## [Your instructions]
Send back all of the records, each one exactly as written.

## [Records]
┏━━
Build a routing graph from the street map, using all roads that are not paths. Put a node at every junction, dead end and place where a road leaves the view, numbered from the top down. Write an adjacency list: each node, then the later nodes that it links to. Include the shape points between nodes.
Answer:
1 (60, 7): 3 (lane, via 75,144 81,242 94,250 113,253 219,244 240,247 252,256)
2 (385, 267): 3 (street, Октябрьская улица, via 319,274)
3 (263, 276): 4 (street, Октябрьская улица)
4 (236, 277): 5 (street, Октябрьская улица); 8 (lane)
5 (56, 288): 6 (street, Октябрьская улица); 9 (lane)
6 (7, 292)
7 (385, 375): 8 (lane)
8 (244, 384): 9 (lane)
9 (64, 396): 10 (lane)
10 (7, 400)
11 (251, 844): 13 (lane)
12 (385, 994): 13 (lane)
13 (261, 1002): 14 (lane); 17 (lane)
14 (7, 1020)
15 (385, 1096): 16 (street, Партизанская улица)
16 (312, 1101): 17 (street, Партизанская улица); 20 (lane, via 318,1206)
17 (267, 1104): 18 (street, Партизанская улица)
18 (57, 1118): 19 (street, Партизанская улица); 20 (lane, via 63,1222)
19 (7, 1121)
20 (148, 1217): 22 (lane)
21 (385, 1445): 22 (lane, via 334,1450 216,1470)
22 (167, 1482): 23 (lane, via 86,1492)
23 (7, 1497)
┗━━
## [Result of this task]
Build a routing graph from the street map, using all roads that are not paths. Put a node at every junction, dead end and place where a road leaves the view, numbered from the top down. Write an adjacency list: each node, then the later nodes that it links to. Include the shape points between nodes.
Answer:
1 (60, 7): 3 (lane, via 75,144 81,242 94,250 113,253 219,244 240,247 252,256)
2 (385, 267): 3 (street, Октябрьская улица, via 319,274)
3 (263, 276): 4 (street, Октябрьская улица)
4 (236, 277): 5 (street, Октябрьская улица); 8 (lane)
5 (56, 288): 6 (street, Октябрьская улица); 9 (lane)
6 (7, 292)
7 (385, 375): 8 (lane)
8 (244, 384): 9 (lane)
9 (64, 396): 10 (lane)
10 (7, 400)
11 (251, 844): 13 (lane)
12 (385, 994): 13 (lane)
13 (261, 1002): 14 (lane); 17 (lane)
14 (7, 1020)
15 (385, 1096): 16 (street, Партизанская улица)
16 (312, 1101): 17 (street, Партизанская улица); 20 (lane, via 318,1206)
17 (267, 1104): 18 (street, Партизанская улица)
18 (57, 1118): 19 (street, Партизанская улица); 20 (lane, via 63,1222)
19 (7, 1121)
20 (148, 1217): 22 (lane)
21 (385, 1445): 22 (lane, via 334,1450 216,1470)
22 (167, 1482): 23 (lane, via 86,1492)
23 (7, 1497)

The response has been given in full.